The expected output is the complete data, reproduced exactly.

::: Dataset records :::

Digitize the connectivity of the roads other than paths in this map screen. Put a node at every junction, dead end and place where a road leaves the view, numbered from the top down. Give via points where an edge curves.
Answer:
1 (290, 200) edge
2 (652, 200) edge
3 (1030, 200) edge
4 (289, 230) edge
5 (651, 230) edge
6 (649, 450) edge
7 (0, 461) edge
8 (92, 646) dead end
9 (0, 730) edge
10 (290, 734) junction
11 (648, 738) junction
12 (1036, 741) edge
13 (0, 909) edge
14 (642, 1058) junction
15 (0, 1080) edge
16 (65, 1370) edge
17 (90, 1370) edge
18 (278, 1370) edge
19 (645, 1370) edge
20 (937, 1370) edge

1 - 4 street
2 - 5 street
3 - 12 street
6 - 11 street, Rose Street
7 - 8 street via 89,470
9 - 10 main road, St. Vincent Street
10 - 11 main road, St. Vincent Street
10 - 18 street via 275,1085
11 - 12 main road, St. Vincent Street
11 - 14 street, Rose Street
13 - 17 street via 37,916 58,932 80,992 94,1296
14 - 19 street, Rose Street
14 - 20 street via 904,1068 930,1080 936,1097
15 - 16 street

:::

Solution for this task:
Digitize the connectivity of the roads other than paths in this map screen. Put a node at every junction, dead end and place where a road leaves the view, numbered from the top down. Give via points where an edge curves.
Answer:
1 (290, 200) edge
2 (652, 200) edge
3 (1030, 200) edge
4 (289, 230) edge
5 (651, 230) edge
6 (649, 450) edge
7 (0, 461) edge
8 (92, 646) dead end
9 (0, 730) edge
10 (290, 734) junction
11 (648, 738) junction
12 (1036, 741) edge
13 (0, 909) edge
14 (642, 1058) junction
15 (0, 1080) edge
16 (65, 1370) edge
17 (90, 1370) edge
18 (278, 1370) edge
19 (645, 1370) edge
20 (937, 1370) edge

1 - 4 street
2 - 5 street
3 - 12 street
6 - 11 street, Rose Street
7 - 8 street via 89,470
9 - 10 main road, St. Vincent Street
10 - 11 main road, St. Vincent Street
10 - 18 street via 275,1085
11 - 12 main road, St. Vincent Street
11 - 14 street, Rose Street
13 - 17 street via 37,916 58,932 80,992 94,1296
14 - 19 street, Rose Street
14 - 20 street via 904,1068 930,1080 936,1097
15 - 16 street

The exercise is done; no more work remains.